I've heard of tools that could be used to graph entropy of a file. Is there a graphical Linux program that I could use for this job that would let me conveniently explore which blocks of a file have certain entropy patterns that could suggest compressed or encrypted data?

  • What definition of entropy are you interested in, e.g. binary Shannon entropy?
    – JamalS
    Commented Jul 23, 2014 at 12:20

3 Answers 3


You could use the #entropy command radare2. binwalk can calculate entropy, too.


From the manual page of Radare2:

 #[hash]     Calculates the sha1, sha256, sha384, sha512, par, xor,
             xorpair, hamdist, mod255, crc16, crc32, md4, md5, entropy of
             the current block from the selected seek

So, using this command is as follow:

$ radare2 /bin/ls
[0x00404890]> #entropy


If you get binwalk from the original Github project, you will also grad a few Python modules, one of these is computing the entropy of the analyzed file.

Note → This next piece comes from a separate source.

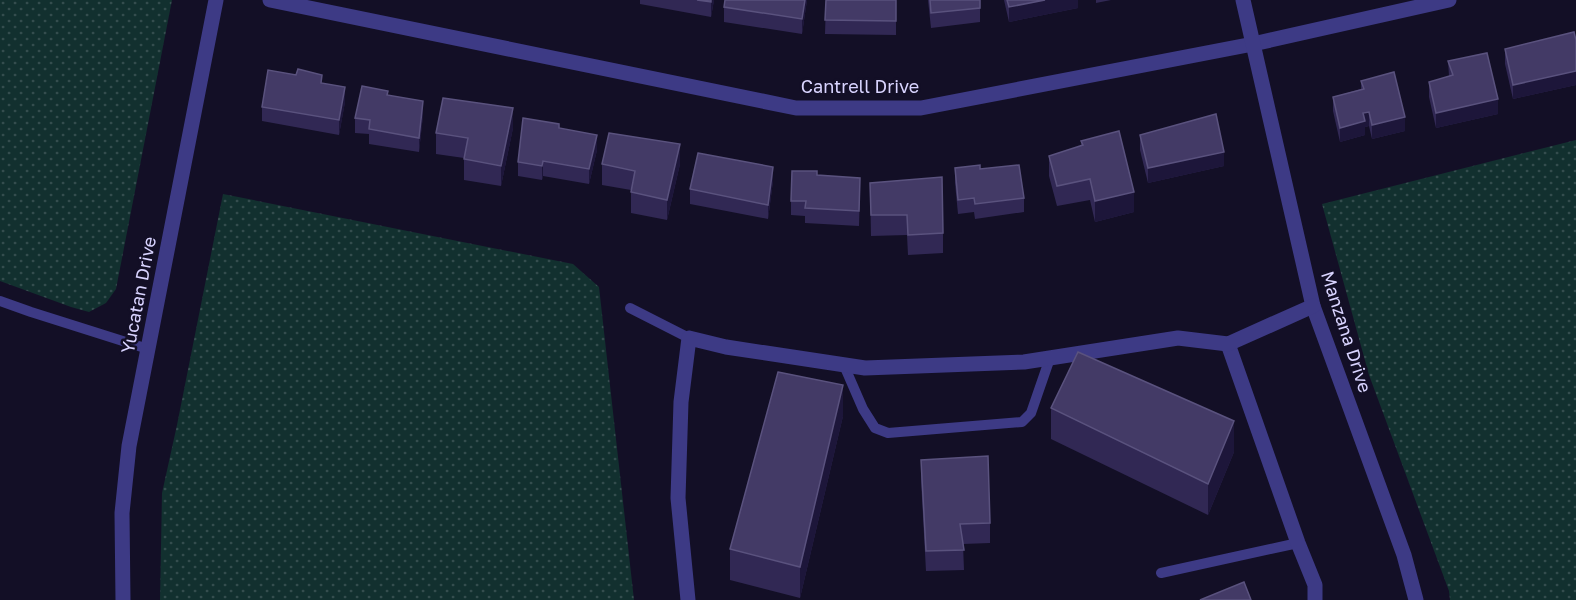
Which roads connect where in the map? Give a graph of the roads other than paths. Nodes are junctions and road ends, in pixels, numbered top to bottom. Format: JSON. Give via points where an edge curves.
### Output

Get these modules and run it on your file.

  • Those are both good suggestions, but I'd add that there is great insight to be gained in writing your own tools.
    – Edward
    Commented Jul 23, 2014 at 12:34
  • commands: radare2 -q -c '#entropy' file and binwalk -E file
    – milahu
    Commented May 10, 2022 at 9:53

Detect It Easy can do it:


There is version for Linux.


Use ent: https://www.fourmilab.ch/random/ to run statistical tests checking for randomness.

$ cat 1-gb-file.img | ent
Entropy = 7.999998 bits per byte.

Optimum compression would reduce the size
of this 100000000 byte file by 0 percent.

Chi square distribution for 100000000 samples is 249.38, and randomly
would exceed this value 58.75 percent of the times.

Arithmetic mean value of data bytes is 127.4928 (127.5 = random).
Monte Carlo value for Pi is 3.141514686 (error 0.00 percent).
Serial correlation coefficient is -0.000094 (totally uncorrelated = 0.0).